Dataset entries:
- Opening Delimiter -
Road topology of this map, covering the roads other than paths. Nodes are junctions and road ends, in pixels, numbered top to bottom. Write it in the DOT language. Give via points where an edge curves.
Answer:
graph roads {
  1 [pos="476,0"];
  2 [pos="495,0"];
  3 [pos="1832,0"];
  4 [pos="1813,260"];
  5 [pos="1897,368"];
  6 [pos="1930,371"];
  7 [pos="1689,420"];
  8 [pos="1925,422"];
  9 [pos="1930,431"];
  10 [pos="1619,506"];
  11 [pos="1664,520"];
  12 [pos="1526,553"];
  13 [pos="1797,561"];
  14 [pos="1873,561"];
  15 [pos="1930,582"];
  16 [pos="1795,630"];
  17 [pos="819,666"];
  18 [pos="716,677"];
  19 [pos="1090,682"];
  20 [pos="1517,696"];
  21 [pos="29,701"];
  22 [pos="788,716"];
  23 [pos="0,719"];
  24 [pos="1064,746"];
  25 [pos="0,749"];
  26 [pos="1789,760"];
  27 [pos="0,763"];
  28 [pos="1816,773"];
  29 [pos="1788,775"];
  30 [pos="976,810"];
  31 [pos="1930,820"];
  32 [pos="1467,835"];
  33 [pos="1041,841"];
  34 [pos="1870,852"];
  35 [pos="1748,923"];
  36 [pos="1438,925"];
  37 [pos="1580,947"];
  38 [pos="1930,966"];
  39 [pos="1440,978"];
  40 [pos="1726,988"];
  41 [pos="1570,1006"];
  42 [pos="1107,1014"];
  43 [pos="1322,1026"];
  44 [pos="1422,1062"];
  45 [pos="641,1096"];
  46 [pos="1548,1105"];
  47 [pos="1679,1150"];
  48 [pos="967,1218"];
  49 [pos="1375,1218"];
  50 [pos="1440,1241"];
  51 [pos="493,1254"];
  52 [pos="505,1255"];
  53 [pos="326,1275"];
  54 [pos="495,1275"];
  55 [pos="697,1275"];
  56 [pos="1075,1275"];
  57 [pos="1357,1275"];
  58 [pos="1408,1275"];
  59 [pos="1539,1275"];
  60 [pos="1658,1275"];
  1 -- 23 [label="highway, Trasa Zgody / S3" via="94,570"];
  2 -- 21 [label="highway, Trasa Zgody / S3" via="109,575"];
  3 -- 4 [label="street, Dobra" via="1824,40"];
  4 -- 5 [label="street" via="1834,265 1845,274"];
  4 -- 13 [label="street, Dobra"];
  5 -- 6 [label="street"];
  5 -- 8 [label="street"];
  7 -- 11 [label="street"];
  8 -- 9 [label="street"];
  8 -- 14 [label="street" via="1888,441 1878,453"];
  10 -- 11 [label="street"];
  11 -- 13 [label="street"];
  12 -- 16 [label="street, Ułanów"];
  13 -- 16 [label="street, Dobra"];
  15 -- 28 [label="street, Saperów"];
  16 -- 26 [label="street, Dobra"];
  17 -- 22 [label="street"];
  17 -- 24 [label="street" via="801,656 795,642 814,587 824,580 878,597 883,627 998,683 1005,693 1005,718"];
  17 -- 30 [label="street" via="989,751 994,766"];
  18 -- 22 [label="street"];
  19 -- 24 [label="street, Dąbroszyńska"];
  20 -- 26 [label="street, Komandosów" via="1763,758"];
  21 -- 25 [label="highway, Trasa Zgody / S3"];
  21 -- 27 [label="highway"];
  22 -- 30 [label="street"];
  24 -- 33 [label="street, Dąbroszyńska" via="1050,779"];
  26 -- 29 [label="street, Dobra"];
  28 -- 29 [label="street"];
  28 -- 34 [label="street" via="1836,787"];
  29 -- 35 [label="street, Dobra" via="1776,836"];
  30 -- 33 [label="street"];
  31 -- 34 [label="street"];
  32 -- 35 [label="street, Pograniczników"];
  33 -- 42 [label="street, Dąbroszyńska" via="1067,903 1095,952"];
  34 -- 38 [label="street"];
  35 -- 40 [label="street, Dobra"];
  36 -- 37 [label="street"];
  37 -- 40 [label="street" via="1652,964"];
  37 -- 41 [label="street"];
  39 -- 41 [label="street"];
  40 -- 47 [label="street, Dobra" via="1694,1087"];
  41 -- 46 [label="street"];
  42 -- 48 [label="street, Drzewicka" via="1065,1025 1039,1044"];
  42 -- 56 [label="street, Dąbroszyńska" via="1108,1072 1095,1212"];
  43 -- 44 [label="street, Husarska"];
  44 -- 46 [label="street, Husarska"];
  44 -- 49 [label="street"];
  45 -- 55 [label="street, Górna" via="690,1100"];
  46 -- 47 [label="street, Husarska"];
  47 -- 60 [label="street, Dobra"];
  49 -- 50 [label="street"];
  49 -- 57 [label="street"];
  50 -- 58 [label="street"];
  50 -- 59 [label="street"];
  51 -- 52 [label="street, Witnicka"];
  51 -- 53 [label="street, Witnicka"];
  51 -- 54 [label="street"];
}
- Closing Delimiter -
* ASSIGNMENT: Every line of the records containing the word "Zgody" must appear in the answer.

* OUTPUT BELOW:
  1 -- 23 [label="highway, Trasa Zgody / S3" via="94,570"];
  2 -- 21 [label="highway, Trasa Zgody / S3" via="109,575"];
  21 -- 25 [label="highway, Trasa Zgody / S3"];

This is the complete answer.